Below is a minimal example to illustrate. I want to call the function with various values for the cutoff percentile. I want the data frame named MPGCutoffs to have a column that is named according to the chosen cutoff quantile (this currently works in the below code), and I want to later operate on this column name. Because of the generality of this column name, I can only know it in terms of the input pctCutoff at the time of writing the function, so I need a way to operate on it when only knowing the string defined by probColName, which follows a predefined pattern based on the value of pctCutoff.
userInput_prob1 <- 0.95
userInput_prob2 <- 0.9
# Function to get cars that have the "best" MPG
# fuel economy, where "best" is defined by the
# percentile cutoff passed to the function.
getBestMPG <- function( pctCutoff ){
# Define new column name to hold the MPG percentile cutoff.
probColName <- paste0('P', pctCutoff*100)
# Compute the MPG percentile cutoff by number of gears.
MPGCutoffs <- mtcars %>%
dplyr::group_by( gear ) %>%
dplyr::summarize( !!probColName := quantile(mpg, pctCutoff) )
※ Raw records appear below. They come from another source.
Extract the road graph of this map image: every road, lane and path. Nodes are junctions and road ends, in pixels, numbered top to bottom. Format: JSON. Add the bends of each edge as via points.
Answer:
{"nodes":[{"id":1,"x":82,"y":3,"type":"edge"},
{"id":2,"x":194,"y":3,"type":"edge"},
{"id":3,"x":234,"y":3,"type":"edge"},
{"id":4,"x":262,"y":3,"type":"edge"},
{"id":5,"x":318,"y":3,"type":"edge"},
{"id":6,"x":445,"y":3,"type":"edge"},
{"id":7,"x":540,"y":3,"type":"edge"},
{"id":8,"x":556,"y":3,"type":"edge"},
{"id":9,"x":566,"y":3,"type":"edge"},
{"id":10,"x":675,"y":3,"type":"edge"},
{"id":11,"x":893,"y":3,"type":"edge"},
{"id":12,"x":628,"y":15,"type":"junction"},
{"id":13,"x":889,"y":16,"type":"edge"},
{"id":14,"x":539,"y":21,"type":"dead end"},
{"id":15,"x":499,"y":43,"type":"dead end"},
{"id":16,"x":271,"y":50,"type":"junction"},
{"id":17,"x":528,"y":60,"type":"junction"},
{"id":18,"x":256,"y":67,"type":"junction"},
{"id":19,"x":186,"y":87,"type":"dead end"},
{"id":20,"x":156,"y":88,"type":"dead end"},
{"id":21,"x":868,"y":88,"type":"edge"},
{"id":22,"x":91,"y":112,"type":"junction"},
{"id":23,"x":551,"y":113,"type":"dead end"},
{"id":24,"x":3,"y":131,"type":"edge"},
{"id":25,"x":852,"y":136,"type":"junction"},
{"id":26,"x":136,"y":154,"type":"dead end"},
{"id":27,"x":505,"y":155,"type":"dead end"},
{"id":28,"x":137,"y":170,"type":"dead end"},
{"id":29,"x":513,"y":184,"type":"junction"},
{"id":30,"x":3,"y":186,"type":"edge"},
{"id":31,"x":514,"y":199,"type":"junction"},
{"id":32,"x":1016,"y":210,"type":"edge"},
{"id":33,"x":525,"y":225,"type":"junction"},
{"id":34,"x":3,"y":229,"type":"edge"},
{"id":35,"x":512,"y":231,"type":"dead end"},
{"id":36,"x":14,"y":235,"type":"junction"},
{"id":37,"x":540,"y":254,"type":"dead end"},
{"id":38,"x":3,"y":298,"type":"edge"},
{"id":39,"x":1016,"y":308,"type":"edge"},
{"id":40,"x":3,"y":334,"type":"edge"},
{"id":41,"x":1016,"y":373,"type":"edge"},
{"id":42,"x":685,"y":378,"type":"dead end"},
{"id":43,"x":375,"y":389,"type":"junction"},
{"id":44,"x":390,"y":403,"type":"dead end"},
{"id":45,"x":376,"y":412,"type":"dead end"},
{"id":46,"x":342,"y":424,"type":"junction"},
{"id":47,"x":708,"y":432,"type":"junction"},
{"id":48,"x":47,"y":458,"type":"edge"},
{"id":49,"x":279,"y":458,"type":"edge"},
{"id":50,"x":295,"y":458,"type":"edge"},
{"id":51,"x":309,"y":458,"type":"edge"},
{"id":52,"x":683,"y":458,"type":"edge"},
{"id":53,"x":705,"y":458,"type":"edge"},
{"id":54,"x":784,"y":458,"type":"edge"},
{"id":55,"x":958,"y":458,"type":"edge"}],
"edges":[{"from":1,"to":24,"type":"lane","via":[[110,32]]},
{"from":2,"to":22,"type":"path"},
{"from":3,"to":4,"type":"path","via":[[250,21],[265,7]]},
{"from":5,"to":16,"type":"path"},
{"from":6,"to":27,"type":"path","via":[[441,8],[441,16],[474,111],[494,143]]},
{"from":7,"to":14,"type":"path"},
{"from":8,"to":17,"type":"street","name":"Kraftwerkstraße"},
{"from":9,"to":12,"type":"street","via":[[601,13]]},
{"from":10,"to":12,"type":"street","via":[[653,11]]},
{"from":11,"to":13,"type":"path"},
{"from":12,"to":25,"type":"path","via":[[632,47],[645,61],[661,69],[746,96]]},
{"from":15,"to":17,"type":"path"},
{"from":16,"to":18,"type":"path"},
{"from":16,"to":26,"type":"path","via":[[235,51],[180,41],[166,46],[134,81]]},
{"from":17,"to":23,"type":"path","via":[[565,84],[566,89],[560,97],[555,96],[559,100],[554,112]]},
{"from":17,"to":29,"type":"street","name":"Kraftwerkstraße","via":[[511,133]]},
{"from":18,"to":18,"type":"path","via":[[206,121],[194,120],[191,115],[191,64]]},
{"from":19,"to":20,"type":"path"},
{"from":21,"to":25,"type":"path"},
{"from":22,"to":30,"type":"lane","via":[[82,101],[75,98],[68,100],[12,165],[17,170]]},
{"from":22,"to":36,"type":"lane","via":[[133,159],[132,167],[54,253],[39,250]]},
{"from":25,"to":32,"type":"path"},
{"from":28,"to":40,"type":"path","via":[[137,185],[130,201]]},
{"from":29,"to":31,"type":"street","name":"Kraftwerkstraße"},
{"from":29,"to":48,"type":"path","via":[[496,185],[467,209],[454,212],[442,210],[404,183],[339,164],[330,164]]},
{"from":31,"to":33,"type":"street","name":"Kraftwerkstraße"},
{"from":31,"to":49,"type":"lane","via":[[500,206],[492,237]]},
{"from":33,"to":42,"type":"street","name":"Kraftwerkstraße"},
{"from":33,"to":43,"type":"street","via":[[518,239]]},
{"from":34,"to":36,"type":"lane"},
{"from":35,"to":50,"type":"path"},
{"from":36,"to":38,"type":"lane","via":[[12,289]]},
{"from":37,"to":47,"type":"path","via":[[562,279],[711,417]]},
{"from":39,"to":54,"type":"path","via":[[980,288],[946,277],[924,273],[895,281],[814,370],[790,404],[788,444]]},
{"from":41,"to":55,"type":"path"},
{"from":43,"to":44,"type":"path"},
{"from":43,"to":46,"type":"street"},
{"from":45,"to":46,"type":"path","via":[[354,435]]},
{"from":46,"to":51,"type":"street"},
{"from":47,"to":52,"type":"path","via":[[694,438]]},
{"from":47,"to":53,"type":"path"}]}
# Filter mtcars with only MPG values above cutoffs.
output <- mtcars %>%
dplyr::left_join( MPGCutoffs, by='gear' ) %>%
dplyr::filter( mpg > !!probColName ) #****This doesn't run; this is where I'm stuck
# Return filtered data.
return(output)
}
best_1 <- getBestMPG( userInput_prob1 )
best_2 <- getBestMPG( userInput_prob2 )
The dplyr::filter() statement is what I can't get to run properly. I've tried:
dplyr::filter( mpg > probColName ) - No error, but no rows returned.
dplyr::filter( mpg > !!probColName ) - No error, but no rows returned.
I've also seen examples where I could pass something like quo(P95) to the function and then unquote it in the call to dplyr::filter(); I've gotten this to work, but it doesn't solve my problem since it requires hard-coding the variable name outside the function. For example, if I do this and the percentile passed by the user is 0.90, then the call to dplyr::filter() fails because the column created is named P90 and not P95.
Any help would be greatly appreciated. I'm hoping there's an easy solution that I'm just overlooking.
If you have a column name in a string (aka character vector) and you want to use it with tidyeval, then you can covert it with rlang::sym(). Just change
dplyr::filter( mpg > !!rlang::sym(probColName) )
and it should work. This is taken from the recommendation at this github issue: https://github.com/tidyverse/rlang/issues/116
It's still fine to use
dplyr::summarize( !!probColName := quantile(mpg, pctCutoff) )
because when dynamically setting a parameter name, you just need the string and not an unqouted symbol.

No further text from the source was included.